For better or worse, Doom 3: VR Edition is a straightforward port of Doom 3, including its expansions. That means there’s a lot more content here than most VR shooters, but it also means you spend a fair bit of time watching 2D cutscenes rendered in the kind of quality you’d expect from a game that came out in 2004. PSVR games aren’t known for their visual pyrotechnics, though, and Doom 3’s limited technology at least means it can run at a reasonable frame rate and resolution on a PS4 Pro.
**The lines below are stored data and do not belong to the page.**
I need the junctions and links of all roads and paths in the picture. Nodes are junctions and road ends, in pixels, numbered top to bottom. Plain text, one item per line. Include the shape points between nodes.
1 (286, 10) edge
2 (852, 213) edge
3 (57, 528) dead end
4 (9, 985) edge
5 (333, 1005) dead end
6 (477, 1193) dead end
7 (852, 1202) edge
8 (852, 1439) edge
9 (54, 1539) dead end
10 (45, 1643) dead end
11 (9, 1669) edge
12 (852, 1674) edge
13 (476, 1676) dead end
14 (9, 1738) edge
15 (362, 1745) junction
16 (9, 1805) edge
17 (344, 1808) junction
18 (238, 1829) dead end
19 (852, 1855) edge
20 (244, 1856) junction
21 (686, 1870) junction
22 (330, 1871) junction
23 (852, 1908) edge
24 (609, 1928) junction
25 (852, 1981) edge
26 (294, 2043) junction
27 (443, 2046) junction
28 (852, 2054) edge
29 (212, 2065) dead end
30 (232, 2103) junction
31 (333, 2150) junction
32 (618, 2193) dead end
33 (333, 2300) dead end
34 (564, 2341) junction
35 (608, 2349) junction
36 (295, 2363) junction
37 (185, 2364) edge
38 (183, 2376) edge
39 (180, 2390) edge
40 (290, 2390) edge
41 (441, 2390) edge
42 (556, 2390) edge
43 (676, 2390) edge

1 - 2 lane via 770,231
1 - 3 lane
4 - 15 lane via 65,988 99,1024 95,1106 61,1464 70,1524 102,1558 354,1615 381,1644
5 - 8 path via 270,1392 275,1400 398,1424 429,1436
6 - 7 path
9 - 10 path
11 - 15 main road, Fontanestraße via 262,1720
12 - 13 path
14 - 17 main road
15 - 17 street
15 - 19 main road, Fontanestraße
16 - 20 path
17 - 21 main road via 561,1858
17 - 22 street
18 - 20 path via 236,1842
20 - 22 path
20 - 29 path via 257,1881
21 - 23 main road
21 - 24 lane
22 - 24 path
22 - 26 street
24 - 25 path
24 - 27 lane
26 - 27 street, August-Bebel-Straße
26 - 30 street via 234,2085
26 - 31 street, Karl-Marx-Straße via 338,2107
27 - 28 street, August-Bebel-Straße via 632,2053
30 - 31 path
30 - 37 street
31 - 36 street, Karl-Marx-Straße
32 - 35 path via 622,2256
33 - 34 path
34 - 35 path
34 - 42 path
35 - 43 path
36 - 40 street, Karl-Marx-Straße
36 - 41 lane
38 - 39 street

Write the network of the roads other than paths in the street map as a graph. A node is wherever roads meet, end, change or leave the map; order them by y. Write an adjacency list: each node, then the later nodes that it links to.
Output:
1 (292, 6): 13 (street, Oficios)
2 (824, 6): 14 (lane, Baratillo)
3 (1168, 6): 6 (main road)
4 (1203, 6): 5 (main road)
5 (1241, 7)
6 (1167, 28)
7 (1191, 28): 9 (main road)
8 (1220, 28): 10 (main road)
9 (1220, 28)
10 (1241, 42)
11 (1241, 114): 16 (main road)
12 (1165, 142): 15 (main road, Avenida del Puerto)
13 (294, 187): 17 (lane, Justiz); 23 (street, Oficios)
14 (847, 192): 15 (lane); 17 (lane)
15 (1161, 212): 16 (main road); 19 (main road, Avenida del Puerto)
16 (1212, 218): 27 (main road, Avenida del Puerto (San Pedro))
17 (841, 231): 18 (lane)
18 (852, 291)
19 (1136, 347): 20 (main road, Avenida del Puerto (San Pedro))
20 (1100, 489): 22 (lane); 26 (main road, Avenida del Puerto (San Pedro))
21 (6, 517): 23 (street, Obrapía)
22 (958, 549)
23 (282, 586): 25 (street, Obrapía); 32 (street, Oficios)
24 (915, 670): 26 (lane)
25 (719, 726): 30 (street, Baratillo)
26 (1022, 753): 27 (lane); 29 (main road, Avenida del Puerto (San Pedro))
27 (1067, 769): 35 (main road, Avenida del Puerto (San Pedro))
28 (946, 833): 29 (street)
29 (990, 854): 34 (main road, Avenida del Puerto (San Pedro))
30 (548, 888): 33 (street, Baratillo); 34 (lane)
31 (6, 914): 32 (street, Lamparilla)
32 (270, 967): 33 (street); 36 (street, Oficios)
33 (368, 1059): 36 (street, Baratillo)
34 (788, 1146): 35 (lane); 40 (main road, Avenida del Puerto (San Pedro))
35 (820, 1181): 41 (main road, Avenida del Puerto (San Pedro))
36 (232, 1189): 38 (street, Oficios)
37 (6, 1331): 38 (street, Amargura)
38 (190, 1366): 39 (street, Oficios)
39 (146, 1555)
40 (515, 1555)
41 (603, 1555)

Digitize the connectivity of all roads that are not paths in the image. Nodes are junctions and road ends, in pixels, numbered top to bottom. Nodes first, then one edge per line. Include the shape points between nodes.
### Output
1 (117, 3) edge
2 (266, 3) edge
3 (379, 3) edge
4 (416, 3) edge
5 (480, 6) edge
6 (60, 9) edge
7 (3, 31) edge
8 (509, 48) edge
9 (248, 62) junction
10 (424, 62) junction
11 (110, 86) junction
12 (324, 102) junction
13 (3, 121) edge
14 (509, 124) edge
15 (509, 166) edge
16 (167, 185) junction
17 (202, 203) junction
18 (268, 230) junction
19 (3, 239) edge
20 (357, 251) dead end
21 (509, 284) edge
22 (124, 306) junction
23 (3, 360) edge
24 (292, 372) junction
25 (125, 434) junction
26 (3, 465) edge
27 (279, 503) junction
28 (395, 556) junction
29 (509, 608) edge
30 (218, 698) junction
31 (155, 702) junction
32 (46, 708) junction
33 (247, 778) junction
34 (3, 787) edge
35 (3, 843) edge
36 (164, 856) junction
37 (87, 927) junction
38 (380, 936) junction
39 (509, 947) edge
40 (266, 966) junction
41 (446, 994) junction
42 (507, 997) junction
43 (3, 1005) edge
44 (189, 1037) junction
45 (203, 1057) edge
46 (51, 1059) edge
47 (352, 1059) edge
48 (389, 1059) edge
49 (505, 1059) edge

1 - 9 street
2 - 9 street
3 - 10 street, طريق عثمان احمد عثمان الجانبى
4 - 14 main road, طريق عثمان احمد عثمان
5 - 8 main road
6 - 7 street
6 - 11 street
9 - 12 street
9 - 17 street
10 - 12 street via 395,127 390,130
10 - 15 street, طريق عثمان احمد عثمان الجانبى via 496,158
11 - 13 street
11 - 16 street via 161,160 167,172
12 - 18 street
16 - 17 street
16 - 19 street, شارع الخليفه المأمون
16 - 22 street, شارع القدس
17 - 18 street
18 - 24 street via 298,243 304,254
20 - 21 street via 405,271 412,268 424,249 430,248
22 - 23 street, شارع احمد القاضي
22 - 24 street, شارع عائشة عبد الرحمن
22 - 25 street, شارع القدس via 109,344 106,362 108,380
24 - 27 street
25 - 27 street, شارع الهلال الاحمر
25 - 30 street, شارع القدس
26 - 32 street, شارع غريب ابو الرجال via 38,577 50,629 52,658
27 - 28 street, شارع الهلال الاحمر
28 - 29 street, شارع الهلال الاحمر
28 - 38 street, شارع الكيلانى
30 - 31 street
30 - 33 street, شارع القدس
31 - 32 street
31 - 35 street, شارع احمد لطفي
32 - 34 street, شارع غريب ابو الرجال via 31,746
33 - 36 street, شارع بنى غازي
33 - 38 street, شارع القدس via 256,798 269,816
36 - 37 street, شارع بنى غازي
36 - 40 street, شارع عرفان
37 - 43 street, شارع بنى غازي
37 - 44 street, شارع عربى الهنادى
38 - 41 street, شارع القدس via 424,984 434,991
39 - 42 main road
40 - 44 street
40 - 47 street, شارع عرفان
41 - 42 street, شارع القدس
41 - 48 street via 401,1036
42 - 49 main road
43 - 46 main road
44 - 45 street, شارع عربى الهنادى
Doom 3 itself is a somewhat divisive game that Id struggled to follow up for a long time before reviving the series with an excellent reboot and last year’s sequel Doom Eternal. Id decided to focus on atmosphere and horror with Doom 3, leaning into the series’s moodier moments rather than rampant monster blasting. You spend much of your time traipsing through corridors, anticipating the next jump-scare where a demon bursts out from nowhere.

In theory, this makes Doom 3 a much better fit for VR than the more recent Doom games, which are based around frenetic combat that’s difficult enough to keep track of on a regular monitor. (Id did adapt the reboot into a separate game called Doom VFR in 2017, but it suffered from awkward controls and didn’t play anything like the original.) VR is often all about atmosphere, and Doom 3 has plenty, even 17 years on.

That said, this is still an old-school PC first-person shooter at its heart. The sprawling levels are designed to be navigated quickly, and they wouldn’t really work with typical solutions for VR locomotion like teleportation. Doom 3: VR Edition forces you to be comfortable with analog stick movement and its affordances designed to ward off nausea, like a vignette that limits field of view and the use of snap turning instead of free motion on the right stick.

I didn’t have issues with nausea myself, though Doom 3: VR Edition is definitely on the intense side of VR games. It does help that the PSVR is generally geared around seated experiences, given that it’s likely to be used in living rooms. You can play with a regular DualShock controller, which works reasonably well, but there’s no option for the Move motion controllers — probably for the better.

The PlayStation VR Aim Controller.
Photo by Amelia Holowaty Krales / The Verge

Really, though, the only way to play Doom 3: VR Edition is the PlayStation VR Aim Controller. Sony’s abstract gun-styled peripheral doesn’t have a lot of support, but it might as well have been made for this version of Doom 3. It gives you all of the controls you need, including independent movement and aiming ability, and — crucially — it makes you feel like you’re holding a Super Shotgun. The game immediately becomes more immersive and easier to play.

Not all of the weapons work perfectly with the controller. The starting pistol feels a little off with the Aim Controller’s two-handed setup, for example, and the machine gun’s sights don’t quite track with the controller itself. Overall, though, the Aim Controller is great to use, and it’s the only time PSVR ever beats competing VR systems on the control front. If you have one, that’s reason alone to check out this version of Doom 3.

Still, the original Doom 3’s combat wasn’t designed for VR, and it does show. You’ll find yourself needing to use the 180-degree-turn button constantly as enemies move behind you, which really detracts from the otherwise smooth controls. There’s just no escaping the fact that the game was always intended to be played with a mouse and keyboard, for all that this version makes the most of its best control option.

Doom 3: VR Edition is a good port, but it’s also a 2004 PC shooter that’s been adapted to VR, and there’s really only so much you can do with that. If you’re okay with an experience that ignores most of what we’ve learned about modern VR game design, and you have an Aim Controller, it’s a reasonable way to spend a few demon-destroying hours. But there are better VR shooters — and there are better ways to play Doom 3.

Doom 3: VR Edition is out now on the PlayStation 4. A PlayStation VR headset is required.